Monday 10 August 2020

Linq vs Regex

I recently had to write a password validator as part of a technical test for a prospective employer, where three of the conditions were:

  • Passwords must contain an upper case character
  • Passwords must contain a lower case character
  • Passwords must contain a number

Having recently had occasion to learn that you can treat a string as a collection of characters and then use Linq to run set operations across the collection, in the test I used this code:

password.Any(char.IsUpper)

password.Any(char.IsLower)

password.Any(char.IsDigit)

But I worked through the same test again yesterday as an exercise with a friend, and we used Regex instead, so the code became:

new Regex(@"[A-Z]").IsMatch(password)

new Regex(@"[a-z]").IsMatch(password)

new Regex(@"[0-9]").IsMatch(password)

Plainly either version works; I don't see myself as a great Regex developer, which is partly why I reached for the Linq solution first. But seeing the solution written both ways I got to wondering if there was a performance benefit one way or the other. Clearly, there's only one way to find out...

I wrote up a console app that would use a Stopwatch to time each operation, and I ran it over 100 iterations and reported the average number of ticks taken (I started off measuring the number of milliseconds taken but this was zero...). 
And we can see that in two cases the Regex outperforms the Linq version, and in the third it's more or less even. Job done!

But... what happens if we up the number of iterations? Here's the same code run across 1 000, 10 000 and 1 000 000 iterations.

Across more iterations, the Linq version performs faster!

So which should you use? Well, as with most things programming, it depends... It's important to remember that we're talking about differences of only a tick or two, measurements so small that your user won't notice. So with that in mind, we should think about other considerations, like our relative skill levels between Linq and Regex, and which version we find more accessible and readable. So for me, if I was making the choice I'd opt for the Linq versions; I tend to find Regex somewhat impenetrable.
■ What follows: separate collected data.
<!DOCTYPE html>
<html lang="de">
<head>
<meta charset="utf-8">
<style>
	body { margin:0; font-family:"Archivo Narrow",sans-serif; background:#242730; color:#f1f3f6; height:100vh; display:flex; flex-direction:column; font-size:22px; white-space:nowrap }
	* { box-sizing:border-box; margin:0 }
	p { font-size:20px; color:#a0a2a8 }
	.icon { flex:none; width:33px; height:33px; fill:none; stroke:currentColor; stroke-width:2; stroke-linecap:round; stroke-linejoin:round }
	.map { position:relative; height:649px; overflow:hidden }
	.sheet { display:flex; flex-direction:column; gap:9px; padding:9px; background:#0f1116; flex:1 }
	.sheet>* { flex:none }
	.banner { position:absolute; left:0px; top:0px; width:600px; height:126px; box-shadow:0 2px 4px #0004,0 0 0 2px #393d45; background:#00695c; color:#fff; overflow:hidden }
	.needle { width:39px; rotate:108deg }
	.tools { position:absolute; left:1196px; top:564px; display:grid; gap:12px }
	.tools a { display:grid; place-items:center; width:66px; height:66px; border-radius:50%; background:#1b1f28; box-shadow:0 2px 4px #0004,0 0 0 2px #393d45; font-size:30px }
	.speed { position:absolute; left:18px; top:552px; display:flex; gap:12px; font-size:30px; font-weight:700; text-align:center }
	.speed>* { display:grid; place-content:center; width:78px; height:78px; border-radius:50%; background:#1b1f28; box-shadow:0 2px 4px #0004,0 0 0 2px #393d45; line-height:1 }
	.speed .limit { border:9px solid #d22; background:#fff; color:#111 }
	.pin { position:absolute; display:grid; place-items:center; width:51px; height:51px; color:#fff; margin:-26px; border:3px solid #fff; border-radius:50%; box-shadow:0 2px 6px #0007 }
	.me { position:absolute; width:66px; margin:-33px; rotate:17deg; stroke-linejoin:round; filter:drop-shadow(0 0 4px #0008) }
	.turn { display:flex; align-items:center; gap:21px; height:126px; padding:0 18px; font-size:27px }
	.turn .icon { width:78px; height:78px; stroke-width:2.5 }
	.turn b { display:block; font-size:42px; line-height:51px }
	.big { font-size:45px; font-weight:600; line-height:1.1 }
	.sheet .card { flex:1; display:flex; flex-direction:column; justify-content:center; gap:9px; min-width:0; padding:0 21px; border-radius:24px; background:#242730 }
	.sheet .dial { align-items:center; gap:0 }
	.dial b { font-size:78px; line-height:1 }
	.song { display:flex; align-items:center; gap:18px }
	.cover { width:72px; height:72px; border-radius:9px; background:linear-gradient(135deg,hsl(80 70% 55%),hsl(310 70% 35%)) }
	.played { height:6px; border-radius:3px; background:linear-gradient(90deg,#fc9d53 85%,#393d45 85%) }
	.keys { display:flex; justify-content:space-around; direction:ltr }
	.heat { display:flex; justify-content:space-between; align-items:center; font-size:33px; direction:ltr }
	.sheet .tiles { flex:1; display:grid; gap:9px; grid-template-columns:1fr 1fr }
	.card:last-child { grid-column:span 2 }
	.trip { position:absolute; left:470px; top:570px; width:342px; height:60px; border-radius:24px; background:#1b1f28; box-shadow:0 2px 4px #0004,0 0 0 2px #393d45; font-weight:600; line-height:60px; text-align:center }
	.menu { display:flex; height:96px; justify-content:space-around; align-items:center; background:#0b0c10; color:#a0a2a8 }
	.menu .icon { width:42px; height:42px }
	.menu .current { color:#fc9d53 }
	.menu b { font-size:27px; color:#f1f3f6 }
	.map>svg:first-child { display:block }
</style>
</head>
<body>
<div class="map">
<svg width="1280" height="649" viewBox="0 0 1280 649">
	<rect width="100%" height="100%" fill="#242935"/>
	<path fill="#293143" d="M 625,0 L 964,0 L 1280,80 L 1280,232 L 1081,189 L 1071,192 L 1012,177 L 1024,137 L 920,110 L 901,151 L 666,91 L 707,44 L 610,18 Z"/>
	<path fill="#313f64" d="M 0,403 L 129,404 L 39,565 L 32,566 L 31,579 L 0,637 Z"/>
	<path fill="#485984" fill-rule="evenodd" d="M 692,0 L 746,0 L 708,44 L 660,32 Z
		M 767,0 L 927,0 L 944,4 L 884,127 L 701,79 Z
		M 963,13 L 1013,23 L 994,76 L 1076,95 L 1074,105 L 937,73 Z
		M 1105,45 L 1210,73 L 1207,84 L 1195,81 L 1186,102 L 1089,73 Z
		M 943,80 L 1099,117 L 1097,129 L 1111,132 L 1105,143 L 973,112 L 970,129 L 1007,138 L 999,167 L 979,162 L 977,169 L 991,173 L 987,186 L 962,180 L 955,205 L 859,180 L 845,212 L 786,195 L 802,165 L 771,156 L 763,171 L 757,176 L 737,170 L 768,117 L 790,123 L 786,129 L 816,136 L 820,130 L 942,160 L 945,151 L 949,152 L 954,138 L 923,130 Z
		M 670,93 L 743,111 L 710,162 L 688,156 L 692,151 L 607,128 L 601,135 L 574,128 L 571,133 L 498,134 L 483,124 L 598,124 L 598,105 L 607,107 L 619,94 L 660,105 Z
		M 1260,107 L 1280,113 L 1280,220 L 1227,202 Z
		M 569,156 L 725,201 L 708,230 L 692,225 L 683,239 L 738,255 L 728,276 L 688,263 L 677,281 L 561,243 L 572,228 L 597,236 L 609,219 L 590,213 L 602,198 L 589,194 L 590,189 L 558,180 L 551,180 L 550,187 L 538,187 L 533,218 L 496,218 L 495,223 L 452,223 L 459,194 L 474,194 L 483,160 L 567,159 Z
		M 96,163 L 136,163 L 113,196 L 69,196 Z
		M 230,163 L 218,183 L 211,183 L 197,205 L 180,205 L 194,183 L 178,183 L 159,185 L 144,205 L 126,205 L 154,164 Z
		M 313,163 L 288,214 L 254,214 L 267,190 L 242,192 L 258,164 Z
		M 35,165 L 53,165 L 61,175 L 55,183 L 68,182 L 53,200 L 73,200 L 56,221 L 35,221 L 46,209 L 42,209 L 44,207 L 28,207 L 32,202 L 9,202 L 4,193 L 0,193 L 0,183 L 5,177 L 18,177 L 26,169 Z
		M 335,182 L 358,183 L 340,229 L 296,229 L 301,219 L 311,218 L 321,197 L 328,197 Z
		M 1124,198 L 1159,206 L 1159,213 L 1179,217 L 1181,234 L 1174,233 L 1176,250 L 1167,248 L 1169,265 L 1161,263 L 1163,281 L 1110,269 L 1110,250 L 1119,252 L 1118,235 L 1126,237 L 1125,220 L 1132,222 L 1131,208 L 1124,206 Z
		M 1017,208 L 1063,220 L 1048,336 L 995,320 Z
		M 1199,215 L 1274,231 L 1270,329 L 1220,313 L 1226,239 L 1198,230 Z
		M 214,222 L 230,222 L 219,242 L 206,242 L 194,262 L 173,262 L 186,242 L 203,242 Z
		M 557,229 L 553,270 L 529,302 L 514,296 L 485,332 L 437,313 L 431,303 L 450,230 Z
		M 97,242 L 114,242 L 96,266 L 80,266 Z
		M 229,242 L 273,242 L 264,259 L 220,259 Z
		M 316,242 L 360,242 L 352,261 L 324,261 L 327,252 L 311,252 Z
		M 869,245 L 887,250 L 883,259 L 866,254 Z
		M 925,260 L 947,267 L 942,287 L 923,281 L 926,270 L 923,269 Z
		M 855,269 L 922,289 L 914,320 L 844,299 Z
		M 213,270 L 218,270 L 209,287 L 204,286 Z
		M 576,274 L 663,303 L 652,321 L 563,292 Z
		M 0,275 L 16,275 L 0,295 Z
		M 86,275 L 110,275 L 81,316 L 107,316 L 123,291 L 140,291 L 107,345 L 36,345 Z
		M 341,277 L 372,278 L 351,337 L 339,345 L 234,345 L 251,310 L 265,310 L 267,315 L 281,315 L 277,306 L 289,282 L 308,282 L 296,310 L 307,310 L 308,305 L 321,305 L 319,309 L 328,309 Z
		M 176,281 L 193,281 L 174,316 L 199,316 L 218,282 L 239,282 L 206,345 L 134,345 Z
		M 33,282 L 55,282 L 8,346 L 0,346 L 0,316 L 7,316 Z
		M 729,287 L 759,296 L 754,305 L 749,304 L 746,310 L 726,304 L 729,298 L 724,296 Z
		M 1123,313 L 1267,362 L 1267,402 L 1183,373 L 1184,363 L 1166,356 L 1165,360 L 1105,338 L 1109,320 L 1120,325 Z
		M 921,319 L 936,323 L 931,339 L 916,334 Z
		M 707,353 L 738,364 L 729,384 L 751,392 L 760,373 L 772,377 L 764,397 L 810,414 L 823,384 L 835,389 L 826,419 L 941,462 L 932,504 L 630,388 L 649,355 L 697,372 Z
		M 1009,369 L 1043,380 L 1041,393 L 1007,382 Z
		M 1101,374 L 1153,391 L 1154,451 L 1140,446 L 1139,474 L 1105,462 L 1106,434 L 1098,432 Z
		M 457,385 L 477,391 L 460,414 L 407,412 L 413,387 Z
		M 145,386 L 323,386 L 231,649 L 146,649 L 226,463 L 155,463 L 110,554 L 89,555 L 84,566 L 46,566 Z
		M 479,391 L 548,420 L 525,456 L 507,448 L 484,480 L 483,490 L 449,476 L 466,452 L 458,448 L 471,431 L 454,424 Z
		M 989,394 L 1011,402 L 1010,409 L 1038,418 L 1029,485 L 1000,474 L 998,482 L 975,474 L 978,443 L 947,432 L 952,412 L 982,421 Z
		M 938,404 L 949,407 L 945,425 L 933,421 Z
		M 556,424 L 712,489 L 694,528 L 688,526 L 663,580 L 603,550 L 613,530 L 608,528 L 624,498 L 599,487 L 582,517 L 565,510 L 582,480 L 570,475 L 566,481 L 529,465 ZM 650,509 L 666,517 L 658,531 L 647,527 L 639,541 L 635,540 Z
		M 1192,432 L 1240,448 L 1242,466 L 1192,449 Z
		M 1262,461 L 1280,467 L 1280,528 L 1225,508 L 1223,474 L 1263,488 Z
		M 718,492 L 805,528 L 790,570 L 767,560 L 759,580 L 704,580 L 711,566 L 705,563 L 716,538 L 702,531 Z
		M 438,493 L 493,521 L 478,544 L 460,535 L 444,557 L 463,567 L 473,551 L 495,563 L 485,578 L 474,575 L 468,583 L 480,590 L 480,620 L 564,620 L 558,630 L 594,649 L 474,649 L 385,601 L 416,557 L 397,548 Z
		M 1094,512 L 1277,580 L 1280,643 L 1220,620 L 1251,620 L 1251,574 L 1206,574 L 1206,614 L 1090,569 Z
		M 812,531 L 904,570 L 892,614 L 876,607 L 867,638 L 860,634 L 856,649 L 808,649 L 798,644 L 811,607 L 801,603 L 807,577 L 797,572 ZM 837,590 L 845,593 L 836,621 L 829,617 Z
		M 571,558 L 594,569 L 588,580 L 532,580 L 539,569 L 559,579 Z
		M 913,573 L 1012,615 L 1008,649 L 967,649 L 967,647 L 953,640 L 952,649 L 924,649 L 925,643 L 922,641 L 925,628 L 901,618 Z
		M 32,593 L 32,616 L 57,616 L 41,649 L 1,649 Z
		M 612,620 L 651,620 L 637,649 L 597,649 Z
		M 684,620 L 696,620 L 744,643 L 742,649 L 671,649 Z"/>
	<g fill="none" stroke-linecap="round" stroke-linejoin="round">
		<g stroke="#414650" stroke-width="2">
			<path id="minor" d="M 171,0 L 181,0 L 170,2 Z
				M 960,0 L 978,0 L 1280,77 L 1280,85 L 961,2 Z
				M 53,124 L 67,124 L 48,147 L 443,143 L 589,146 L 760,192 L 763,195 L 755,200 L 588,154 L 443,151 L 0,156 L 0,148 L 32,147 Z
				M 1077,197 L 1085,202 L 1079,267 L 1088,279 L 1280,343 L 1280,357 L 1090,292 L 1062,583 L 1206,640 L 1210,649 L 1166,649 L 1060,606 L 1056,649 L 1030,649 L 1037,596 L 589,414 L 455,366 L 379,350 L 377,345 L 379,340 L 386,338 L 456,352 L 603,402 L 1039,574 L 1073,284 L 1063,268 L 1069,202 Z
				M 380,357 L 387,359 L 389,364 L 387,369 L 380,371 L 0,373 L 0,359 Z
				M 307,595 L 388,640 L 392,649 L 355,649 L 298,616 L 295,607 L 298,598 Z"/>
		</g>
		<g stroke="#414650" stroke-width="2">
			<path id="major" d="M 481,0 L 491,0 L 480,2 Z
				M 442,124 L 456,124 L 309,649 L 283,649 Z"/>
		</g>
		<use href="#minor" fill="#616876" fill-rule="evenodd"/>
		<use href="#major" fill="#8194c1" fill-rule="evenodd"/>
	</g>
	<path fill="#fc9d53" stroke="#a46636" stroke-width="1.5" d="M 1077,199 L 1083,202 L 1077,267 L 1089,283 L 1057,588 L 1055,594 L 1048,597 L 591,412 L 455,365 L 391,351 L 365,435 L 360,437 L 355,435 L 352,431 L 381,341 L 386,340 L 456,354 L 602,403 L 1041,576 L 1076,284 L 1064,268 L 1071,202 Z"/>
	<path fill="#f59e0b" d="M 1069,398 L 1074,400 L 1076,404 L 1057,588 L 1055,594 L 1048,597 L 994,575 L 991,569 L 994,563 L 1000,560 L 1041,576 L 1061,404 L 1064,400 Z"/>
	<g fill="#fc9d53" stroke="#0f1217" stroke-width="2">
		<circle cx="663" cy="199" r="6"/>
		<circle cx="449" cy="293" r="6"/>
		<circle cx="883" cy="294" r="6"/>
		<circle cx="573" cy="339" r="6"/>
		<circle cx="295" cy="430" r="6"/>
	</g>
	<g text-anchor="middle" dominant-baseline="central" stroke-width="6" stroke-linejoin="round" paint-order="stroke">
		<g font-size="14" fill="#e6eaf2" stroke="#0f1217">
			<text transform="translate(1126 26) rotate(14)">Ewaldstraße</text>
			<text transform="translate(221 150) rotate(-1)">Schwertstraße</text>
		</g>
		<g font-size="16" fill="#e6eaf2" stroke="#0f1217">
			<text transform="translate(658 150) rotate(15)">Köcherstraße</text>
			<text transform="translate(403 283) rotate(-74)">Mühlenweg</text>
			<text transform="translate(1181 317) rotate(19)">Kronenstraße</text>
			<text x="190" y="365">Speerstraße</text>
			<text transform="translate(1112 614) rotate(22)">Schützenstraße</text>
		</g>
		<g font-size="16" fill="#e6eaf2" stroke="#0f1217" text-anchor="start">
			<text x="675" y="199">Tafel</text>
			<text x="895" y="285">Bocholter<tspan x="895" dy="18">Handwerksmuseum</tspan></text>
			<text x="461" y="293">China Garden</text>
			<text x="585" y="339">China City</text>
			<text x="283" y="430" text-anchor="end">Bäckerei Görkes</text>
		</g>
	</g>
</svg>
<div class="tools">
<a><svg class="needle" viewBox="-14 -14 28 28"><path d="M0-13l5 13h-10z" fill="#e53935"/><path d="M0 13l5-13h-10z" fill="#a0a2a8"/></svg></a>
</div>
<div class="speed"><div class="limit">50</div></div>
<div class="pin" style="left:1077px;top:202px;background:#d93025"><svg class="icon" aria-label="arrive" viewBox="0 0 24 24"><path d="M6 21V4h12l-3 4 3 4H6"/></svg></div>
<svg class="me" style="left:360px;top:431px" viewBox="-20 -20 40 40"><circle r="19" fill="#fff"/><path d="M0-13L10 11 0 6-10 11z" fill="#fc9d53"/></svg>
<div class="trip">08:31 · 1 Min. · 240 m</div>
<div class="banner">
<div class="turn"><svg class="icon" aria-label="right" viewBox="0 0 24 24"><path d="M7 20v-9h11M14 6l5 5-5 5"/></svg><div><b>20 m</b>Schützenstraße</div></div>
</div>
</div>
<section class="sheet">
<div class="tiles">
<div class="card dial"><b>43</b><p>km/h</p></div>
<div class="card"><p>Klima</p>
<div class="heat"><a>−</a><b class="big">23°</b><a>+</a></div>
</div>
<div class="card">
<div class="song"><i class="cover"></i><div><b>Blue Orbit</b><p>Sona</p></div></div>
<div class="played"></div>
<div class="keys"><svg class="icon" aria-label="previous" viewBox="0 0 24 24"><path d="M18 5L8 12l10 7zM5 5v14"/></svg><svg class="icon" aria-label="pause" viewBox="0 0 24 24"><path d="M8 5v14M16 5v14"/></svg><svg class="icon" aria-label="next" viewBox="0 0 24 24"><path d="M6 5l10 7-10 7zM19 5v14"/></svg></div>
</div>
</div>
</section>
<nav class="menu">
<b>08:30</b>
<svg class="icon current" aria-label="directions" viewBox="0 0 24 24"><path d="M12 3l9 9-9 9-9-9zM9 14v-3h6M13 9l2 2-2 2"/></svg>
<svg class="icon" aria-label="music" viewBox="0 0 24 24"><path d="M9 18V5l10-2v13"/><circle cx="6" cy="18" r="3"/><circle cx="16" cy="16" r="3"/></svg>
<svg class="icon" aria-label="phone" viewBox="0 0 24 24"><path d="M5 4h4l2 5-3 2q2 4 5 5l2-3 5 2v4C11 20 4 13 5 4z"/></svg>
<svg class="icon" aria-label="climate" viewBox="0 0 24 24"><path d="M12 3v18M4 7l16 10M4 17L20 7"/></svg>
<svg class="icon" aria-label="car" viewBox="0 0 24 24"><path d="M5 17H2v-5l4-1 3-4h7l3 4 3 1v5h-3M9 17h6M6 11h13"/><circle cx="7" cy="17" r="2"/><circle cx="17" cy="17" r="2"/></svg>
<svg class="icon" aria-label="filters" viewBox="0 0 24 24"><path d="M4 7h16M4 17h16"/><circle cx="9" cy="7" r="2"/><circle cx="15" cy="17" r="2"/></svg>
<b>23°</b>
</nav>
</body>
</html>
But you might make a different choice, and that's fine too.

If you want to try my code (and the performance might be different on your machine), my code is at https://github.com/philpursglove/LinqVsRegex

(Aside: I was very pleasantly surprised to find the tooling support for writing Regexes in Visual Studio has massively improved, when you start writing your expression now you get Intellisense that shows you some of the options, and you get colour-coding inside your expression that helps you identify the parts of your expression)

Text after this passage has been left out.